• **EXERCISE**:
Some lines of these records may hold the word "leaves"; state how many, using only the number.

• **SUPPLIED INFORMATION**:

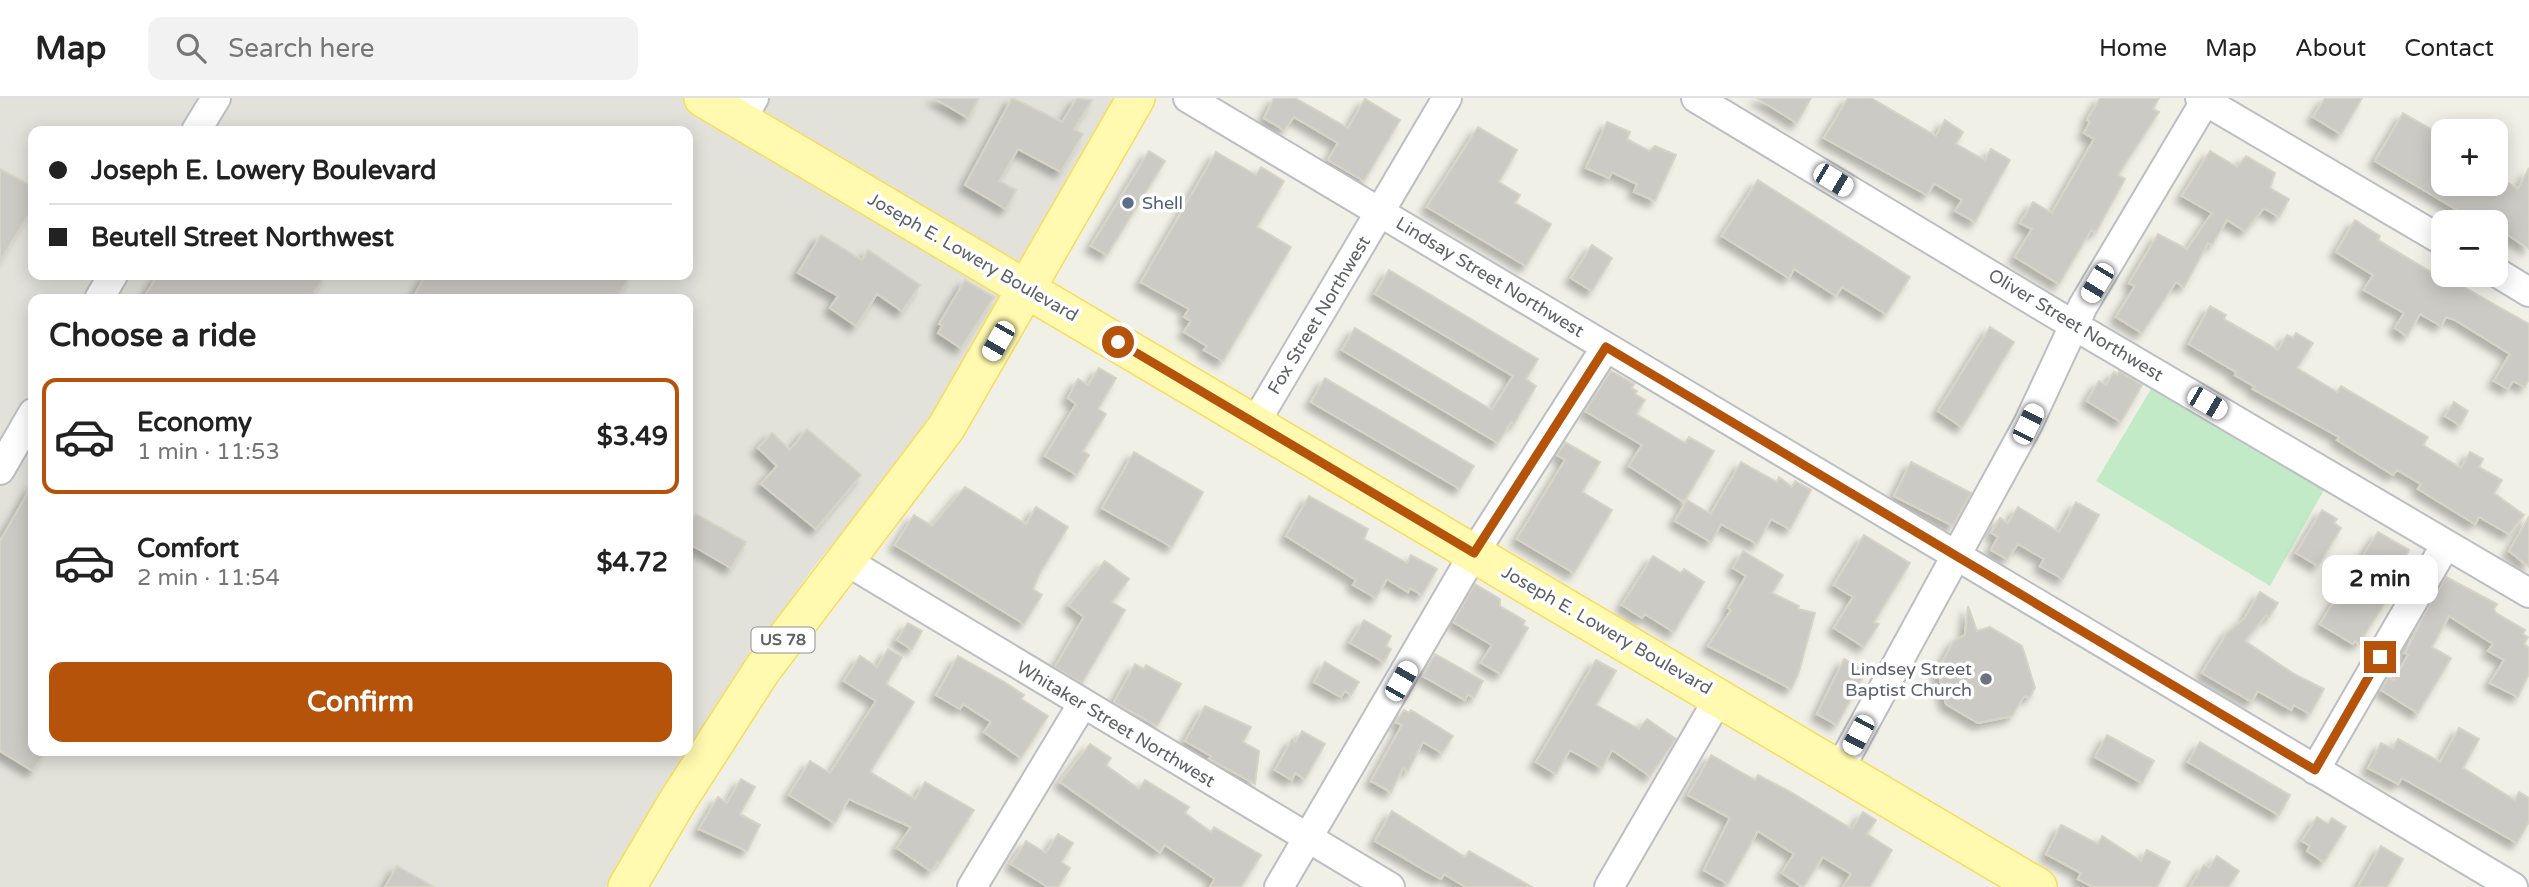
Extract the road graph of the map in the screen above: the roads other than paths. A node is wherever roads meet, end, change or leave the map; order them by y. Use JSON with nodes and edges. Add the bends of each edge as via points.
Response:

---

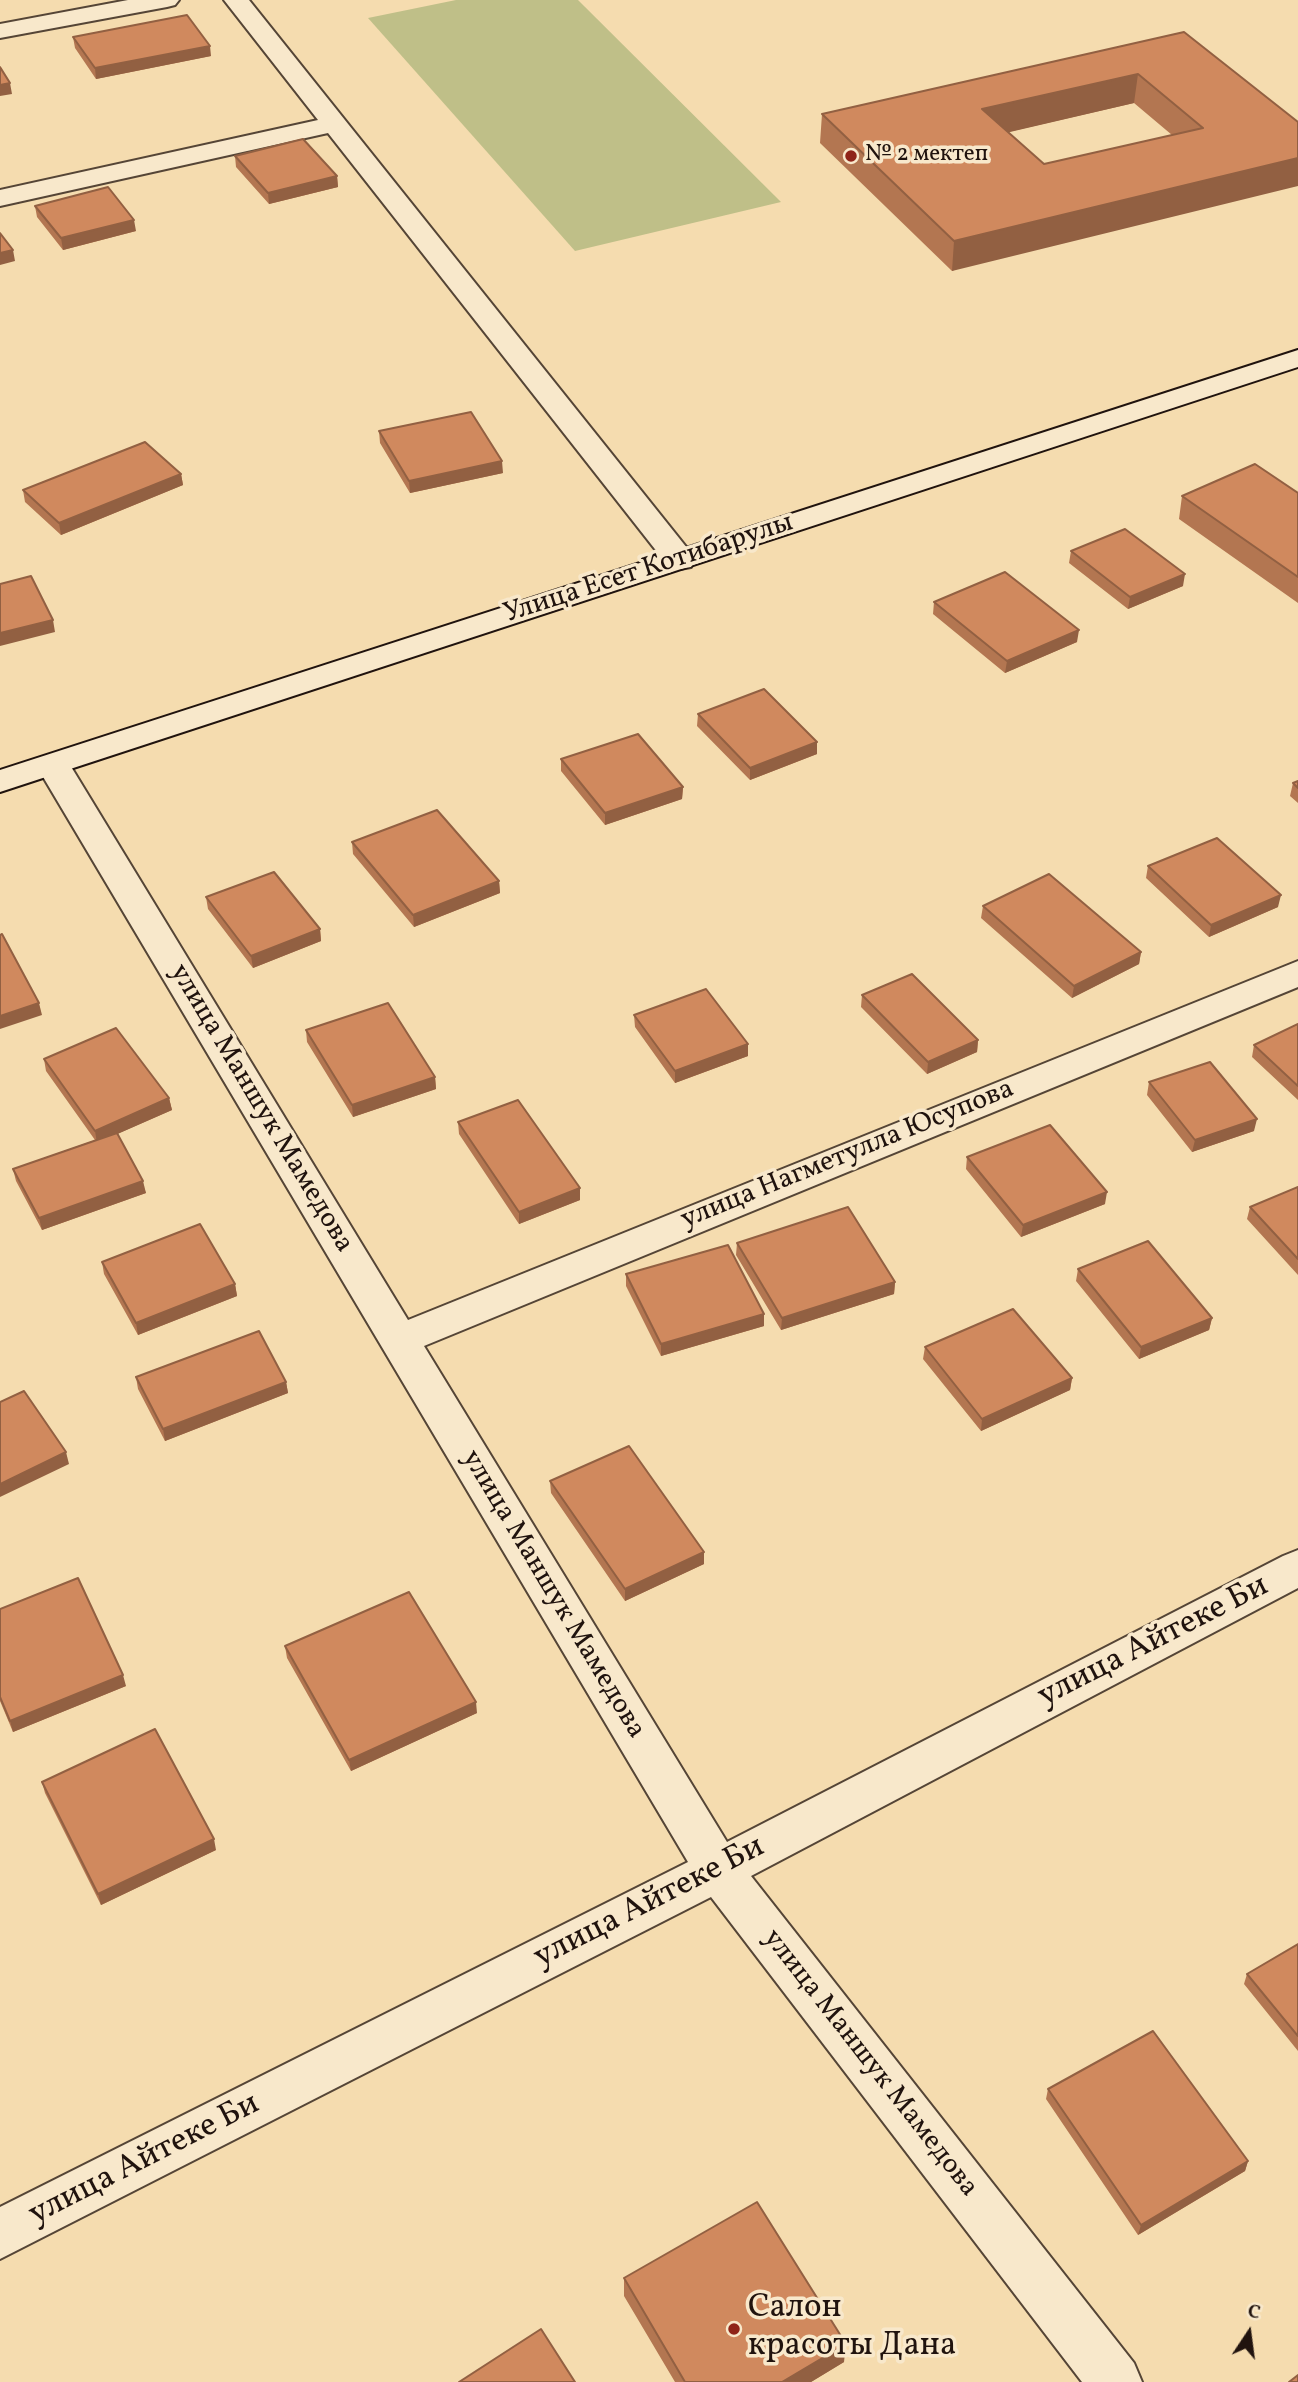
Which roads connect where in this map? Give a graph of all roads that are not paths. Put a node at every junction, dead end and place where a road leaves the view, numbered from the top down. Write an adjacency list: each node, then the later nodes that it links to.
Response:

* * *

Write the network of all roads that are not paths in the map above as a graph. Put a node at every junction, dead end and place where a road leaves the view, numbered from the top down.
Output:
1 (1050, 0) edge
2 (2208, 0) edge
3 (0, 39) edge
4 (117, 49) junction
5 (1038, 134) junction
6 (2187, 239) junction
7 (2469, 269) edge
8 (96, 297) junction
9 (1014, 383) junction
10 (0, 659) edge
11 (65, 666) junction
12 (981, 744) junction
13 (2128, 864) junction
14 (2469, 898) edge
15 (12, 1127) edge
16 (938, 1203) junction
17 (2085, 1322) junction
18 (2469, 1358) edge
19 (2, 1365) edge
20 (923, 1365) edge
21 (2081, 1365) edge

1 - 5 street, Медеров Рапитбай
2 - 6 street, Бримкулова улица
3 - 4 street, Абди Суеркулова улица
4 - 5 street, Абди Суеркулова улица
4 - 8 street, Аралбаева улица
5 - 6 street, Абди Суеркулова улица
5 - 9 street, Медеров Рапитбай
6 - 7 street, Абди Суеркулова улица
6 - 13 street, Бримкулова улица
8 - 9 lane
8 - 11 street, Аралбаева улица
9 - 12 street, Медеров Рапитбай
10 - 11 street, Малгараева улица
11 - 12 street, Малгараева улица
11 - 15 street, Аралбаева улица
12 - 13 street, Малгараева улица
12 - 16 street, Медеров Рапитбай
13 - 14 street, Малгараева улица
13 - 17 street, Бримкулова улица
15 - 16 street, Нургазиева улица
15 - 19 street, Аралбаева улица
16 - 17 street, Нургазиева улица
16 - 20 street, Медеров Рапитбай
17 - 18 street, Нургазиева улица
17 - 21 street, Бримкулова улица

• **SOLUTION TO THE EXERCISE**:
2